My goal is to set a formatted String of current date (Pattern is "yyyy-MM-dd'T'HH:mm:ss.SSSXXX") while creating object Message. I can make new object by new or by @Bulder Lombok but how can i set string date ?

  • https://stackoverflow.com/questions/23068676/how-to-get-current-timestamp-in-string-format-in-java-yyyy-mm-dd-hh-mm-ss – Ratish Bansal Sep 18 '20 at 08:42
  • 1
    Does this answer your question? [How to get current timestamp in string format in Java? "yyyy.MM.dd.HH.mm.ss"](https://stackoverflow.com/questions/23068676/how-to-get-current-timestamp-in-string-format-in-java-yyyy-mm-dd-hh-mm-ss) – Ashish Kamble Sep 18 '20 at 08:44
  • Please explain in more detail what your problem is.
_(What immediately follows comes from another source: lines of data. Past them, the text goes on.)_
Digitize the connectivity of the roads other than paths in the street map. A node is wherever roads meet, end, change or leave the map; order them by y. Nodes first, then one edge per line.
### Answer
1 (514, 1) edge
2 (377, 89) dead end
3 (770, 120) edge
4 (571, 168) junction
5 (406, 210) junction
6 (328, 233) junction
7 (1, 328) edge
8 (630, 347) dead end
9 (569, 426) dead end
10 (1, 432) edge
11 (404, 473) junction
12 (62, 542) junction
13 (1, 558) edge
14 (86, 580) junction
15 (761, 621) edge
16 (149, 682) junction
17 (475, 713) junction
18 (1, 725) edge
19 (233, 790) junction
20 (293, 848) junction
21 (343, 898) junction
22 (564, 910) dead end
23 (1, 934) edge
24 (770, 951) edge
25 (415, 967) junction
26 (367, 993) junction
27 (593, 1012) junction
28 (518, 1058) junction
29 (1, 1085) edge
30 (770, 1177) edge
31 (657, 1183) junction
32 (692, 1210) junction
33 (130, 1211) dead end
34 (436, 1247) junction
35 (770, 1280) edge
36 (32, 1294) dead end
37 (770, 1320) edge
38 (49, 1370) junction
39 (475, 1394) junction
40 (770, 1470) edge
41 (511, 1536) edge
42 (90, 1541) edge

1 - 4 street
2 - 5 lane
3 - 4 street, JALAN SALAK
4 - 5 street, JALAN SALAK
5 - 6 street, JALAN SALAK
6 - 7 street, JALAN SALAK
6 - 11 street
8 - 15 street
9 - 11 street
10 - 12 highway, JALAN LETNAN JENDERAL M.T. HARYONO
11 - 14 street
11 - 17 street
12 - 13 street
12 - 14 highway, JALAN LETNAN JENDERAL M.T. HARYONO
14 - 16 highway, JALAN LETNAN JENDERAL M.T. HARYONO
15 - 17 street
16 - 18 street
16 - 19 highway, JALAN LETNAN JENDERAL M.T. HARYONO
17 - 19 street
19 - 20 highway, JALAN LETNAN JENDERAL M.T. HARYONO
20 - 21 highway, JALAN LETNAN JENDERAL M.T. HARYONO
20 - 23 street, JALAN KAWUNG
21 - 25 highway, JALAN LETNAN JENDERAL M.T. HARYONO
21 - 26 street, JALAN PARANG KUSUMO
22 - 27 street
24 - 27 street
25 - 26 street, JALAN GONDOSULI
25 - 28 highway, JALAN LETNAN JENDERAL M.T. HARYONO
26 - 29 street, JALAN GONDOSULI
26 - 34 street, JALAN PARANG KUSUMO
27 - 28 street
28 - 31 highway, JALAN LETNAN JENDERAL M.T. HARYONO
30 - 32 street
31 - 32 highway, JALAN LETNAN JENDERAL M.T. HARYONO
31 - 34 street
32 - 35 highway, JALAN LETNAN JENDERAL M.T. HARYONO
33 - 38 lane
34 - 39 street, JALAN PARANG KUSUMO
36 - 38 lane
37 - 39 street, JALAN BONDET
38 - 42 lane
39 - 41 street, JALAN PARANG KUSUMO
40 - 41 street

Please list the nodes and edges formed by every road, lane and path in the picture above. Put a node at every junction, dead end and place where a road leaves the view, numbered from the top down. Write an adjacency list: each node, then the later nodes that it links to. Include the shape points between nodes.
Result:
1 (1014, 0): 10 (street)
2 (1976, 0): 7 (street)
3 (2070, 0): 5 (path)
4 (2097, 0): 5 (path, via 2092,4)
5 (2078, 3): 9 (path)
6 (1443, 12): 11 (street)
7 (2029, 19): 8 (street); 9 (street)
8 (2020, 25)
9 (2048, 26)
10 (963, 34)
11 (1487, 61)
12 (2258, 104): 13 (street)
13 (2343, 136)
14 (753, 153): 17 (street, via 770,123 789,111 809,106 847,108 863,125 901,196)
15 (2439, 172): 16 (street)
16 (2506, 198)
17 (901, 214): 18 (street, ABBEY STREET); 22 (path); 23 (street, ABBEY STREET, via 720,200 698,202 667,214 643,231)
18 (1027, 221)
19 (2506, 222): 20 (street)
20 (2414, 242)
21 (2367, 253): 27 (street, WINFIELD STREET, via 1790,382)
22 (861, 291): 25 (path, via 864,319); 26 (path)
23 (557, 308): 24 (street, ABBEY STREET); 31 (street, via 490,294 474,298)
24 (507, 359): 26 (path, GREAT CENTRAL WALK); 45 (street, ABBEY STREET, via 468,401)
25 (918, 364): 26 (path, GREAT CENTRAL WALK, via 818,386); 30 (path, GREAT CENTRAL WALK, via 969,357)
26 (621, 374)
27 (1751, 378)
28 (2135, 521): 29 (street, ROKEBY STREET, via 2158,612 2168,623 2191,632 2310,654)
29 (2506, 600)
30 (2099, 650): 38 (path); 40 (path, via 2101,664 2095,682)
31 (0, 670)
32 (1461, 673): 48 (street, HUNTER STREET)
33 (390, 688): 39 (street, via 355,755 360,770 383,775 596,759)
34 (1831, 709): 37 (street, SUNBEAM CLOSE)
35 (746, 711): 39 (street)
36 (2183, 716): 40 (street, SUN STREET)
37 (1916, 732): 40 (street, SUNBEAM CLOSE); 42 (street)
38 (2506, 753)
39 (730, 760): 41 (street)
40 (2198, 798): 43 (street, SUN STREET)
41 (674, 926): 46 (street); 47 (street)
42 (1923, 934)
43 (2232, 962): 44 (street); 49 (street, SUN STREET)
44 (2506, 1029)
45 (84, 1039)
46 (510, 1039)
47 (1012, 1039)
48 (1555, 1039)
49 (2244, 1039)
Usually the fields are made private and you have a constructor to set the fields during creation or setters for each field. – vanje Sep 18 '20 at 08:44
  • Problem is to set while creating object – Семен Немытов Sep 18 '20 at 08:46
  • Provide a parameterized constructor, maybe? – deHaar Sep 18 '20 at 08:52

2 Answers2

1

Considering the pattern you provided, an OffsetDateTime would be my choice:

public static void main(String[] args) {
    OffsetDateTime nowWithOffset = OffsetDateTime.now();
    System.out.println(nowWithOffset);
}

This output (some seconds ago)

2020-09-18T10:55:02.832+02:00

As you can see, your desired pattern matches the default one used by an OffsetDateTime.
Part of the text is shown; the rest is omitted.